Entries shown -
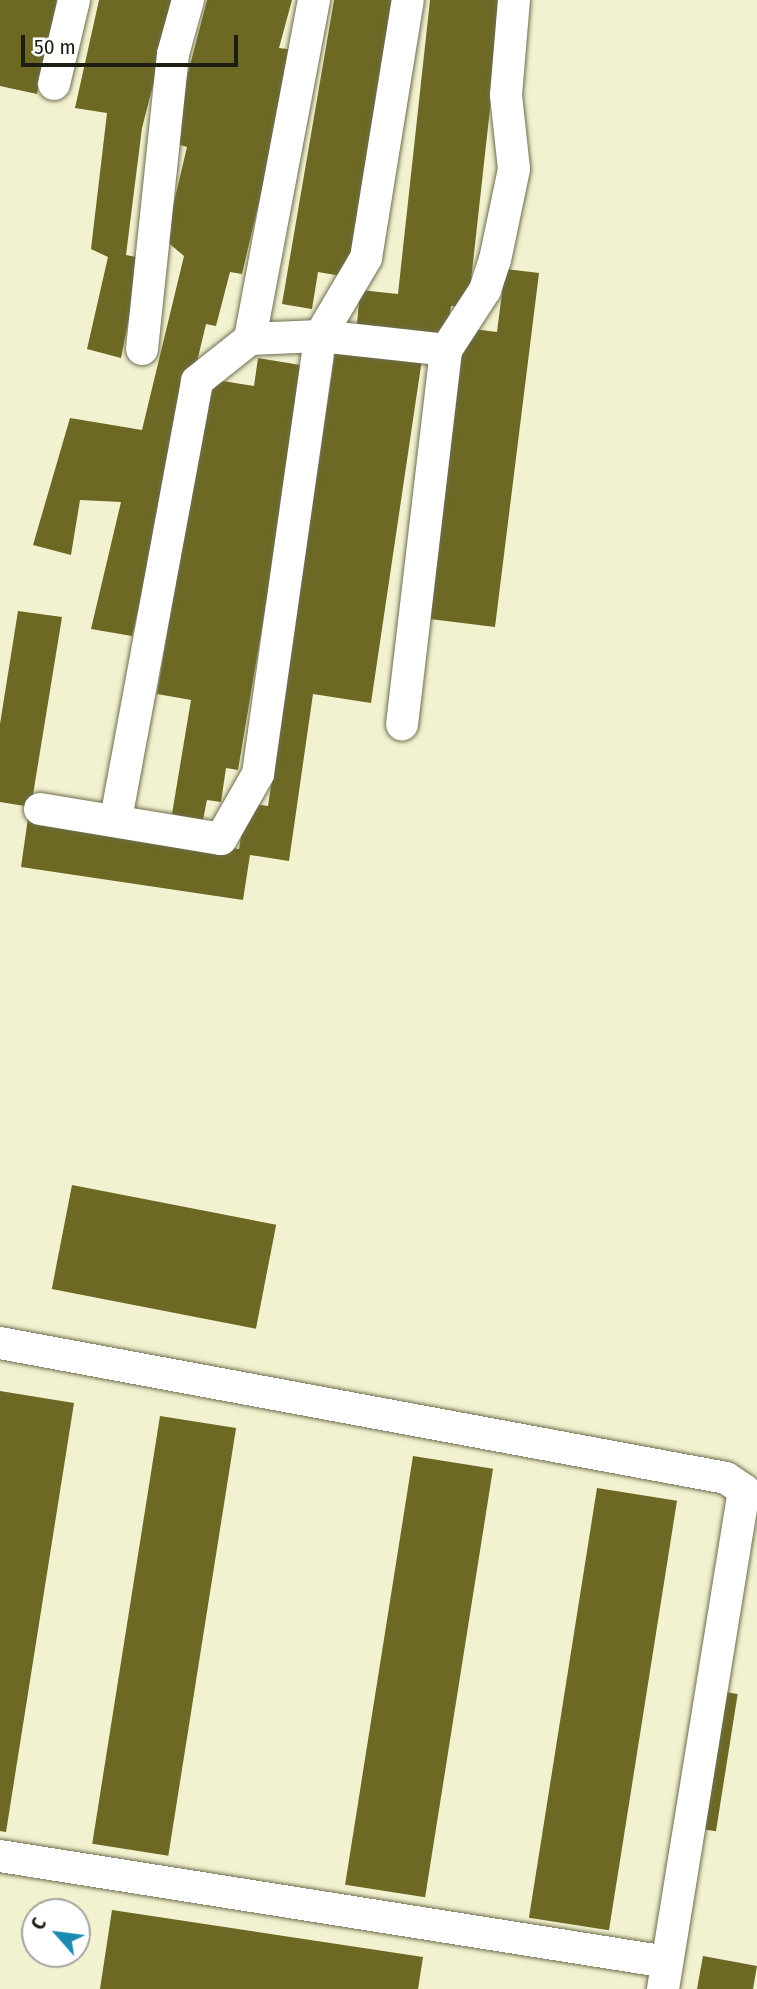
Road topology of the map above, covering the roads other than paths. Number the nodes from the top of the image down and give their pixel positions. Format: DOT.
graph roads {
  1 [pos="74,0"];
  2 [pos="188,0"];
  3 [pos="314,0"];
  4 [pos="408,0"];
  5 [pos="514,0"];
  6 [pos="54,84"];
  7 [pos="320,336"];
  8 [pos="250,339"];
  9 [pos="142,349"];
  10 [pos="446,350"];
  11 [pos="402,724"];
  12 [pos="40,809"];
  13 [pos="116,820"];
  14 [pos="0,1343"];
  15 [pos="0,1856"];
  16 [pos="665,1976"];
  1 -- 6 [label="lane"];
  2 -- 9 [label="lane"];
  3 -- 8 [label="lane"];
  4 -- 7 [label="lane"];
  5 -- 10 [label="lane"];
  7 -- 8 [label="lane"];
  7 -- 10 [label="lane"];
  7 -- 13 [label="lane"];
  8 -- 13 [label="lane"];
  10 -- 11 [label="lane"];
  12 -- 13 [label="lane"];
  14 -- 16 [label="lane"];
  15 -- 16 [label="lane"];
}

Required action - Please give the material above again in full, with no pictures in your version.

Your solution -
Road topology of the map above, covering the roads other than paths. Number the nodes from the top of the image down and give their pixel positions. Format: DOT.
graph roads {
  1 [pos="74,0"];
  2 [pos="188,0"];
  3 [pos="314,0"];
  4 [pos="408,0"];
  5 [pos="514,0"];
  6 [pos="54,84"];
  7 [pos="320,336"];
  8 [pos="250,339"];
  9 [pos="142,349"];
  10 [pos="446,350"];
  11 [pos="402,724"];
  12 [pos="40,809"];
  13 [pos="116,820"];
  14 [pos="0,1343"];
  15 [pos="0,1856"];
  16 [pos="665,1976"];
  1 -- 6 [label="lane"];
  2 -- 9 [label="lane"];
  3 -- 8 [label="lane"];
  4 -- 7 [label="lane"];
  5 -- 10 [label="lane"];
  7 -- 8 [label="lane"];
  7 -- 10 [label="lane"];
  7 -- 13 [label="lane"];
  8 -- 13 [label="lane"];
  10 -- 11 [label="lane"];
  12 -- 13 [label="lane"];
  14 -- 16 [label="lane"];
  15 -- 16 [label="lane"];
}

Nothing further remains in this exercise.